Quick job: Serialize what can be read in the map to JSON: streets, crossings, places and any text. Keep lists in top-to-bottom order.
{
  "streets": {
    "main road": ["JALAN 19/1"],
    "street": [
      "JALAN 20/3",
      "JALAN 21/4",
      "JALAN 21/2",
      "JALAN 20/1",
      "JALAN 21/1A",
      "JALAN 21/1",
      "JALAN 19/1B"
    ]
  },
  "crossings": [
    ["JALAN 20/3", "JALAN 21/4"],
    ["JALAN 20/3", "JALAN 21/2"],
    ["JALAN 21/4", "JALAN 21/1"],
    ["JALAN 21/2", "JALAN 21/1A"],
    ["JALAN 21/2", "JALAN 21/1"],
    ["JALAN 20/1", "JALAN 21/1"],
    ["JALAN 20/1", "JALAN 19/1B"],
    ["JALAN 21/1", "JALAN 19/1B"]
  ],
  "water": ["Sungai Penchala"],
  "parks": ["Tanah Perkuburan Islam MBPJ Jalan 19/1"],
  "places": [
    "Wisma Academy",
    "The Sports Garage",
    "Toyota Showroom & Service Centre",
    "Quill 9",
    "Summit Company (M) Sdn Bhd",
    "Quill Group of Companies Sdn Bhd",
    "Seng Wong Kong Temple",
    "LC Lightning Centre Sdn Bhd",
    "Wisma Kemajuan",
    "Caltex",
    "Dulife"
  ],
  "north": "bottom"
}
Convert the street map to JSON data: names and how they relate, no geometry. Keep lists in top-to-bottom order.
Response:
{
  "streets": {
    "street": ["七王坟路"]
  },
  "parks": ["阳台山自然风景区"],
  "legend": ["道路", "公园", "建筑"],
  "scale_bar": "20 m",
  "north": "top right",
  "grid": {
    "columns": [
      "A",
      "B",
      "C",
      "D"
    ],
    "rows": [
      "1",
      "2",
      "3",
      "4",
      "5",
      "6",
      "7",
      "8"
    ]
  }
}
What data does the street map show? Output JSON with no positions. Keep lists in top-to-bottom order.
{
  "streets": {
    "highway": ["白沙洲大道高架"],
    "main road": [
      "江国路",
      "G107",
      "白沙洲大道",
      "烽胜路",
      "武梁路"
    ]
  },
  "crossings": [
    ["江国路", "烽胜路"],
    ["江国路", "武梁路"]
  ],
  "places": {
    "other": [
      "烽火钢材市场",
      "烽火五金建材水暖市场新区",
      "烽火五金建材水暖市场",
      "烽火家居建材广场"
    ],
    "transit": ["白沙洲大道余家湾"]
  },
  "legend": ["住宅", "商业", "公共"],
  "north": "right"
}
□ □ □
Exercise details: Reprint the entire listing exactly.

Written solution:
Quick job: Serialize what can be read in the map to JSON: streets, crossings, places and any text. Keep lists in top-to-bottom order.
{
  "streets": {
    "main road": ["JALAN 19/1"],
    "street": [
      "JALAN 20/3",
      "JALAN 21/4",
      "JALAN 21/2",
      "JALAN 20/1",
      "JALAN 21/1A",
      "JALAN 21/1",
      "JALAN 19/1B"
    ]
  },
  "crossings": [
    ["JALAN 20/3", "JALAN 21/4"],
    ["JALAN 20/3", "JALAN 21/2"],
    ["JALAN 21/4", "JALAN 21/1"],
    ["JALAN 21/2", "JALAN 21/1A"],
    ["JALAN 21/2", "JALAN 21/1"],
    ["JALAN 20/1", "JALAN 21/1"],
    ["JALAN 20/1", "JALAN 19/1B"],
    ["JALAN 21/1", "JALAN 19/1B"]
  ],
  "water": ["Sungai Penchala"],
  "parks": ["Tanah Perkuburan Islam MBPJ Jalan 19/1"],
  "places": [
    "Wisma Academy",
    "The Sports Garage",
    "Toyota Showroom & Service Centre",
    "Quill 9",
    "Summit Company (M) Sdn Bhd",
    "Quill Group of Companies Sdn Bhd",
    "Seng Wong Kong Temple",
    "LC Lightning Centre Sdn Bhd",
    "Wisma Kemajuan",
    "Caltex",
    "Dulife"
  ],
  "north": "bottom"
}
Convert the street map to JSON data: names and how they relate, no geometry. Keep lists in top-to-bottom order.
Response:
{
  "streets": {
    "street": ["七王坟路"]
  },
  "parks": ["阳台山自然风景区"],
  "legend": ["道路", "公园", "建筑"],
  "scale_bar": "20 m",
  "north": "top right",
  "grid": {
    "columns": [
      "A",
      "B",
      "C",
      "D"
    ],
    "rows": [
      "1",
      "2",
      "3",
      "4",
      "5",
      "6",
      "7",
      "8"
    ]
  }
}
What data does the street map show? Output JSON with no positions. Keep lists in top-to-bottom order.
{
  "streets": {
    "highway": ["白沙洲大道高架"],
    "main road": [
      "江国路",
      "G107",
      "白沙洲大道",
      "烽胜路",
      "武梁路"
    ]
  },
  "crossings": [
    ["江国路", "烽胜路"],
    ["江国路", "武梁路"]
  ],
  "places": {
    "other": [
      "烽火钢材市场",
      "烽火五金建材水暖市场新区",
      "烽火五金建材水暖市场",
      "烽火家居建材广场"
    ],
    "transit": ["白沙洲大道余家湾"]
  },
  "legend": ["住宅", "商业", "公共"],
  "north": "right"
}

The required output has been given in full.